Use "extern __declspec(dllimport)" in Cython - dll

Can I use extern __declspec(dllimport) in Cython? I am trying to wrap embree in Windows, but am not sure I can dynamically link in Cython.
I read this SO post which is great for changing C/C++ and header files directly, but I'm not sure how to implement this in a .pxd file.
For example, the Embree 2.17.7 x64 header rtcore.h defines RTCORE_API as
#ifndef RTCORE_API
#if defined(_WIN32) && !defined(EMBREE_STATIC_LIB)
# define RTCORE_API extern "C" __declspec(dllimport)
#else
# define RTCORE_API extern "C"
#endif
#endif
However, these are left off the function signatures that use them in the pyembree pxd file rtcore.pxd.
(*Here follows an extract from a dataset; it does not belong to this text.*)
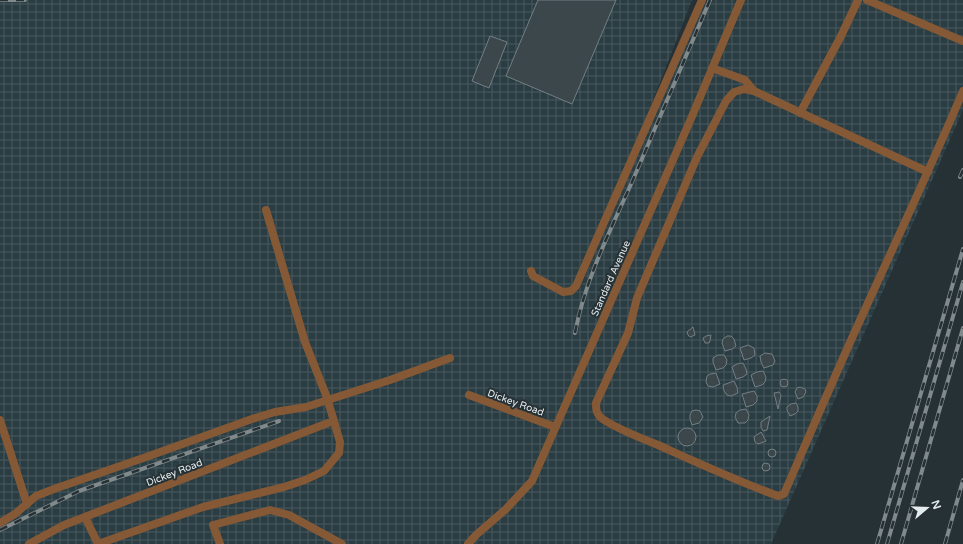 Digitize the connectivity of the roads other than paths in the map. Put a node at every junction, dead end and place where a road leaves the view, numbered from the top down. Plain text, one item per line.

This seems consistent with the Cython docs, which state to
Leave out any platform-specific extensions to C declarations such as __declspec()
However, even if I point the pyembree setup.py file to my downloaded embree DLL by changing the line
ext.libraries = ["embree"]
to
ext.libraries = [""C:/Program Files/Intel/Embree v2.17.7 x64/bin/embree""]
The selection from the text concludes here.